Each Placee's obligations to subscribe and pay for Placing
Shares under the Placing will be owed to each of the Company, Peel
Hunt and Northland. No commissions will be paid to or by Placees in
respect of their agreement to subscribe for any Placing Shares.
Placees' commitments in respect of Placing Shares will be made
solely on the basis of the information contained in this
Announcement and subject to the terms and conditions herein. No
admission document for the purposes of the AIM Rules or prospectus
or offering document is required to be published, or has been or
will be published, in relation to the Placing or the Placing
Shares. A shareholder circular containing details of the Placing
and convening the general meeting to approve the resolutions
required to effect the Placing will be sent to shareholders as soon
as practicable following close of the Bookbuild. It is expected
that the general meeting will be held on or around 22 June
2017.
The Company will instruct The Bank of New York Mellon as
depositary of its Ordinary Shares not to accept any of the Ordinary
Shares for deposit into the Company's deposit facility and issue of
respective American Depositary Shares for 40 days after the later
of the commencement of the Placing and the closing of the
Placing.
4. Placing conditions
Under the terms of the Placing Agreement, Peel Hunt and
Northland have severally agreed to use their reasonable endeavours
as the Company's agents to procure subscribers for Placing Shares
at the Placing Price.
The Placing is conditional on (i) the passing of the resolutions
at the general meeting to be held on or around 22 June 2017, (ii)
the obligations of the Managers under the Placing Agreement not
being terminated in accordance with its terms, (iii) Admission
taking place not later than 8.00 a.m. on 23 June 2017, and (iv) the
obligations of the Company under the Placing Agreement having
become unconditional in all other respects by 23 June 2017 or such
later time or date as Peel Hunt may agree with the Company (being
not later than 8.00 a.m. on 7 July 2017 ("the Long Stop Date")).
Peel Hunt reserves the right to waive or extend the time and/or
date for the fulfilment of any of the conditions in the Placing
Agreement to the Long Stop Date. If any condition to the Placing is
not fulfilled or waived by Peel Hunt by the relevant time, the
Placing will lapse and your rights and obligations in respect of
the Placing will cease and terminate at such time.
The obligations of the Managers under the Placing Agreement may
be terminated prior to Admission in certain circumstances
including, among other things, a material breach of the Placing
Agreement by the Company, in the event of a failure by the Company
to comply in any material respect with any of its obligations under
the Placing Agreement, in the case of certain force majeure events
or in the event of a material adverse change in relation to the
Group or the financial markets. The exercise of any right of
termination under the Placing Agreement, any waiver of any
condition or other provision in the Placing Agreement and any
decision by Peel Hunt on whether or not to extend the time for
satisfaction of any condition in, or grant any other indulgence
under, the Placing Agreement are within the absolute discretion of
Peel Hunt. Neither Peel Hunt nor Northland will have any liability
to you or to anyone else in respect of any such termination,
waiver, extension or grant of indulgence or any decision to
exercise or not to exercise any such right of termination, waiver
or extension.
During 40 days after the later of the commencement of the
Placing and the closing of the Placing, the Placing Shares may not
be offered, sold or delivered within the United States or to, or
for the account or benefit of, U.S. persons (other than Placing
Shares sold pursuant to an exemption from, or in a transaction not
subject to, the registration requirements of the Securities Act)

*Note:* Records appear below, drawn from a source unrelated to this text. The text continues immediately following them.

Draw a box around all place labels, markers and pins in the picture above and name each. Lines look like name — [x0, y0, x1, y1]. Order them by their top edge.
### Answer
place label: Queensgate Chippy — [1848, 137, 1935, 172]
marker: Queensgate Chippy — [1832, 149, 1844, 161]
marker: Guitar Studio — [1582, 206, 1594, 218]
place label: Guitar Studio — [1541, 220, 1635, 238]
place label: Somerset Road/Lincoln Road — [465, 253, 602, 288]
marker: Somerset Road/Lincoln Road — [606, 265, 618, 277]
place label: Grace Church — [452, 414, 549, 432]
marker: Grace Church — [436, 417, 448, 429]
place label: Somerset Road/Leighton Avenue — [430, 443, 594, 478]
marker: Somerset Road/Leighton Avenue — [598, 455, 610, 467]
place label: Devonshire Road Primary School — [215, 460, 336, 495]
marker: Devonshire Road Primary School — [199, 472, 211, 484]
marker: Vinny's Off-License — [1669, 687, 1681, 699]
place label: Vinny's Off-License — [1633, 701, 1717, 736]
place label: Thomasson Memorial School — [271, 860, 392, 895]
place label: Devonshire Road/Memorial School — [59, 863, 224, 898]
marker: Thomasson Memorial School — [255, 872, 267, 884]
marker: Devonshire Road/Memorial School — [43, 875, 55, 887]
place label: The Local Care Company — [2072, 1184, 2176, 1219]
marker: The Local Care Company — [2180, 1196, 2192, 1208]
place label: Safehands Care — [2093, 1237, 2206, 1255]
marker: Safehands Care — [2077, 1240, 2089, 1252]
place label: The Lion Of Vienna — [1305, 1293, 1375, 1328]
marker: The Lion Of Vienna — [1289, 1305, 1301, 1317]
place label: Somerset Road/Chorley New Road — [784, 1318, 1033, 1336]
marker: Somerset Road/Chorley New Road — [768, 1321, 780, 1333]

and an offer or sale of the Placing Shares within the United States
during this period by any dealer (whether or not participating in
the Placing) may violate the registration requirements of the
Securities Act, if such offer or sale is made otherwise than
pursuant to an exemption from, on in a transaction not subject to,
the registration requirements of the Securities Act. Terms used in
this paragraph have the respective meanings given to them by
Regulation S under the Securities Act.
5. Placees' warranties and undertakings
By communicating a bid to Peel Hunt or Northland under the
Bookbuild you will irrevocably acknowledge and confirm and warrant
and undertake to, and agree with, each of the Company, and Peel
Hunt and Northland (in their capacity as placing agents), in each
case as a fundamental term of your application for Placing Shares,
of the Company's obligation to allot and/or issue any Placing
Shares to you or at your direction, that:
(a) you agree to and accept all the terms set out in this Announcement;
(b) your rights and obligations in respect of the Placing will
terminate only in the circumstances referred to in this
Announcement and will not be subject to rescission or termination
by you in any circumstances;
(c) this Announcement, which has been issued by the Company, is
within the sole responsibility of the Company;
(d) you have not been, and will not be, given any warranty or
representation in relation to the Placing Shares or to the Company
or to any other member of its Group in connection with the Placing,
other than by the Company as included in this Announcement or to
the effect that the Company is not now in breach of its obligations
under the London Stock Exchange's AIM Rules for Companies or other
law and regulation applicable to it to disclose publicly in the
correct manner all such information as is required to be so
disclosed by the Company;
(e) you have not relied on any representation or warranty in
reaching your decision to subscribe for Placing Shares under the
Placing, save as given or made by the Company as referred to in the
previous paragraph;
(f) you are not a client of either Peel Hunt or Northland in
relation to the Placing and Peel Hunt and Northland (as applicable)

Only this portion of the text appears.